3) You also need to seriously consider whether YOU are ok with his family being out of the picture. That means your future children will not get to know their dada/dadi. You will need to explain to the children why their dada/dadi won't see them. There is no right/wrong answer to this b/c many mixed marriages are fine with one person's family being out of the picture. BUT there are many people who don't like this situation b/c they always imagined "one big happy family" after marriage. So really consider if you are ok with having 0 contact/emotional support from his family not only for yourself....but also for your future kids.
Yes sorry i mean a matrimonial website!
Thank you for your kind replies. I have been giving this issue a thought for over a month. I genuinely like this person but I feel like I cannot offer him what he wants out of life and marriage.
He is actually in his thirties and is in school at the moment because he wanted a career change due to his conversion to Islam. I personally do not believe there is any age limit for an individual's desire to gain knowledge.
I am in my early twenties, I have finished my undergraduate degree and have a good full-time job related to my field of study, alhamdullilah.
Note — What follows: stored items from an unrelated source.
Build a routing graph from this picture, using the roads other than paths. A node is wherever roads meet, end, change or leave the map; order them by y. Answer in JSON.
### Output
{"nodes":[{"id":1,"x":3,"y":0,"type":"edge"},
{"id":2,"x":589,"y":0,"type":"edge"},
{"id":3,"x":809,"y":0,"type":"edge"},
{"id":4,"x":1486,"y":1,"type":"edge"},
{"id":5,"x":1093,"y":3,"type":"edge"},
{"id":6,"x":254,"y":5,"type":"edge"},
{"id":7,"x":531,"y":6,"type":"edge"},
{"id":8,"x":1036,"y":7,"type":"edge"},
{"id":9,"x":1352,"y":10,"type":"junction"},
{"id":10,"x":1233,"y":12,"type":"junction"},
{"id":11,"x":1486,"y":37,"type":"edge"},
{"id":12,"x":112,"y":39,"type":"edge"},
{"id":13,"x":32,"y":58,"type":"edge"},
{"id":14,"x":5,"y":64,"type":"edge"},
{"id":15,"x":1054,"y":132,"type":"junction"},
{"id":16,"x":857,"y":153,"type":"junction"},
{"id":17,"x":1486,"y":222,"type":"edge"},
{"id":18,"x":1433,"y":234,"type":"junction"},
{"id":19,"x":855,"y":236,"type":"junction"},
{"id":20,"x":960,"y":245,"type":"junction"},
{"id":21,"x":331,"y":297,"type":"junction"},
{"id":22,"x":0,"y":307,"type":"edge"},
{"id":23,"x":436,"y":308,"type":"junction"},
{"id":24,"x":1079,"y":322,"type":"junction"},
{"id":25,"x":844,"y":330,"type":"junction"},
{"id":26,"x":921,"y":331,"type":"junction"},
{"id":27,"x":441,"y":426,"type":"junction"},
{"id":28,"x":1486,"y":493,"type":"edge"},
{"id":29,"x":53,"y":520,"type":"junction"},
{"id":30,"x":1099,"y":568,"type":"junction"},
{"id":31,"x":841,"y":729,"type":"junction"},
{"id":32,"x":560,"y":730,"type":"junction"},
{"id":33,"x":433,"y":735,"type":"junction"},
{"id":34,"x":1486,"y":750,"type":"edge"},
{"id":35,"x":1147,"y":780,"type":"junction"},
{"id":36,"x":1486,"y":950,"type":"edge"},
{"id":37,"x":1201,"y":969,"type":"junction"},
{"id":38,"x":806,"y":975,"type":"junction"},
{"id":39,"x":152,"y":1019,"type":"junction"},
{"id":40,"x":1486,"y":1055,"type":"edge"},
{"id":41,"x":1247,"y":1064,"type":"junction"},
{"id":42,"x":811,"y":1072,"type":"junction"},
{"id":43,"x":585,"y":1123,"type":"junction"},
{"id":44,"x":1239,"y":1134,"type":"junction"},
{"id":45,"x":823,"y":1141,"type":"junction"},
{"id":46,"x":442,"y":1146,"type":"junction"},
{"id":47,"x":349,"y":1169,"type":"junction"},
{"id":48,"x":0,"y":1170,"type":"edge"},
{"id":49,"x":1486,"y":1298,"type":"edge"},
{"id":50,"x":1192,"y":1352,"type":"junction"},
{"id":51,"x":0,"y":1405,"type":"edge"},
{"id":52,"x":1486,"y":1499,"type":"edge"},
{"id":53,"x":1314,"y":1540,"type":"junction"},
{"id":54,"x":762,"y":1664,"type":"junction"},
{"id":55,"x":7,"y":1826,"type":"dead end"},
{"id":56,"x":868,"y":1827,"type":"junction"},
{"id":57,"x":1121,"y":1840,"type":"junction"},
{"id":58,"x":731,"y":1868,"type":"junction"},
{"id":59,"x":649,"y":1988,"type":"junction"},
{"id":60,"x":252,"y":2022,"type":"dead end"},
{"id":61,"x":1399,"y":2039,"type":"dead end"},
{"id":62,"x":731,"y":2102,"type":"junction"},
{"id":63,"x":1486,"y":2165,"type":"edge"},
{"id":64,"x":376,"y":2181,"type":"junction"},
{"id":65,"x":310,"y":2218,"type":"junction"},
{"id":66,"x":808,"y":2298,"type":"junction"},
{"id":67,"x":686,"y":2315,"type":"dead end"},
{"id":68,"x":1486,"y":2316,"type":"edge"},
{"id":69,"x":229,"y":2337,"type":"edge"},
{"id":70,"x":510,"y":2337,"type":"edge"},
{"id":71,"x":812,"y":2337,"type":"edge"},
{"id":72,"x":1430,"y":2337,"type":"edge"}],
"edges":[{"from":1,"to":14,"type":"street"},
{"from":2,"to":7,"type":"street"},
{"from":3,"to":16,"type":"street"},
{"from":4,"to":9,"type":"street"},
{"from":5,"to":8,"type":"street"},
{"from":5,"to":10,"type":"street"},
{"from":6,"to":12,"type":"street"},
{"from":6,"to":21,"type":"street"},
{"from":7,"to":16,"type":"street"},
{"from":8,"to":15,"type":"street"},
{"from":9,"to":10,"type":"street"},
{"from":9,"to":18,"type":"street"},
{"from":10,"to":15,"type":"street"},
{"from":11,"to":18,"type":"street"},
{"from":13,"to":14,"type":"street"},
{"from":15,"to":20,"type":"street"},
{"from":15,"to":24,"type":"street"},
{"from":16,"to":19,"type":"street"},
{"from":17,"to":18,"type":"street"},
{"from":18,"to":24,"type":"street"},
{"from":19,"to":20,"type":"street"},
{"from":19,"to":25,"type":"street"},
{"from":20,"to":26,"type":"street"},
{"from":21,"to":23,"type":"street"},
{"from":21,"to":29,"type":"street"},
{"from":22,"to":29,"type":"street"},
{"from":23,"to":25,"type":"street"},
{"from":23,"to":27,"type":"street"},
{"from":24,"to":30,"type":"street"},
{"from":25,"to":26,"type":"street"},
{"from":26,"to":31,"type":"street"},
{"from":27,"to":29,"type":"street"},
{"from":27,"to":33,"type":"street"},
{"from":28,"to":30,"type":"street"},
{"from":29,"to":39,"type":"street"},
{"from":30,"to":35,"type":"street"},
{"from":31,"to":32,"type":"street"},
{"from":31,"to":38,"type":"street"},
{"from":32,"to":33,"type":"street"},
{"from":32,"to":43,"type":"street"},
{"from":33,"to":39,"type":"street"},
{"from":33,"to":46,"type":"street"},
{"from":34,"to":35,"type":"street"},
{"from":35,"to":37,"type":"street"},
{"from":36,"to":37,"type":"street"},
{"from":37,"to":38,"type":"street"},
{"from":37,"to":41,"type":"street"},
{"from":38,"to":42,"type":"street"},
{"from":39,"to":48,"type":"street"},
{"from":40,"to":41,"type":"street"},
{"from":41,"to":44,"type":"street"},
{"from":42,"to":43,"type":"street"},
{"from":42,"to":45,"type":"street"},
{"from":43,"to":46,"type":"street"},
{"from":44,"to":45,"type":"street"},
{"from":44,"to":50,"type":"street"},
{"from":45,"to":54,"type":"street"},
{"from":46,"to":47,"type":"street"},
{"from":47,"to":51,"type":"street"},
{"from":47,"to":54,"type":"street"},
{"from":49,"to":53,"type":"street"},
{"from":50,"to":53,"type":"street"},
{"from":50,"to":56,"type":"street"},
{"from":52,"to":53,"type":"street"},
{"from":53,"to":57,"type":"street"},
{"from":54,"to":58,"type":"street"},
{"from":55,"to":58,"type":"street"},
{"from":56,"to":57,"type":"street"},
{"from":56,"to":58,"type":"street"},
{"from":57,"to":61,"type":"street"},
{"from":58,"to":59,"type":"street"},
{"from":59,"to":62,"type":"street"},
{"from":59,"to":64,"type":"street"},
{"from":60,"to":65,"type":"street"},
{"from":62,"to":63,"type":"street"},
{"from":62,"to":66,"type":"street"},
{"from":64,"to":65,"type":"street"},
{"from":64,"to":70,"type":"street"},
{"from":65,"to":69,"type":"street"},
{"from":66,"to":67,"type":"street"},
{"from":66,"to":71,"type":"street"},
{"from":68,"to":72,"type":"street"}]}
I realize there is still time for me to find a spouse, but i would like to get married young as one of my aspirations is family life vs. career life (although I know this is looked down upon in our society because women are now expected to strive to make lotsa $$$$)
Paheli made some really good points that I also thought about. This individual is not particularly accepting of my culture. He believes that many of the things we do go against Islam. At one point during our conversations called me and my father 'jahil' lol.
anyways, I guess it is for the best. I have no issues in marrying an individual outside of my culture. However, mutual respect for eachother's cultures is very important imo. There is a religious side to life and a cultural side as well.
And no, I am not ok with not having inlaws. Also, I noticed that he is very strict on free mixing among marriageable family members as well. As in, he feels that if islamically I can marry them, I should not be around them. I don't really see my cousins and relatives in that light at all. Simply because it is allowed islamically does not mean i will go for it! This also goes for him as well, he does not feel comfortable socializing with my relatives in fear that it might be inappropriate. However, I am the oldest cousin in my family and there are many many lil kids that will look up to him as an older brother. I don't really think any of my females cousins will try to cop a feel lol.
I feel that my husband should fit the leadership role. He will be a role model for a lot of my family members and even though his religious tendencies are great, his social skills and the way he thinks about my culture may be a bit too narrow.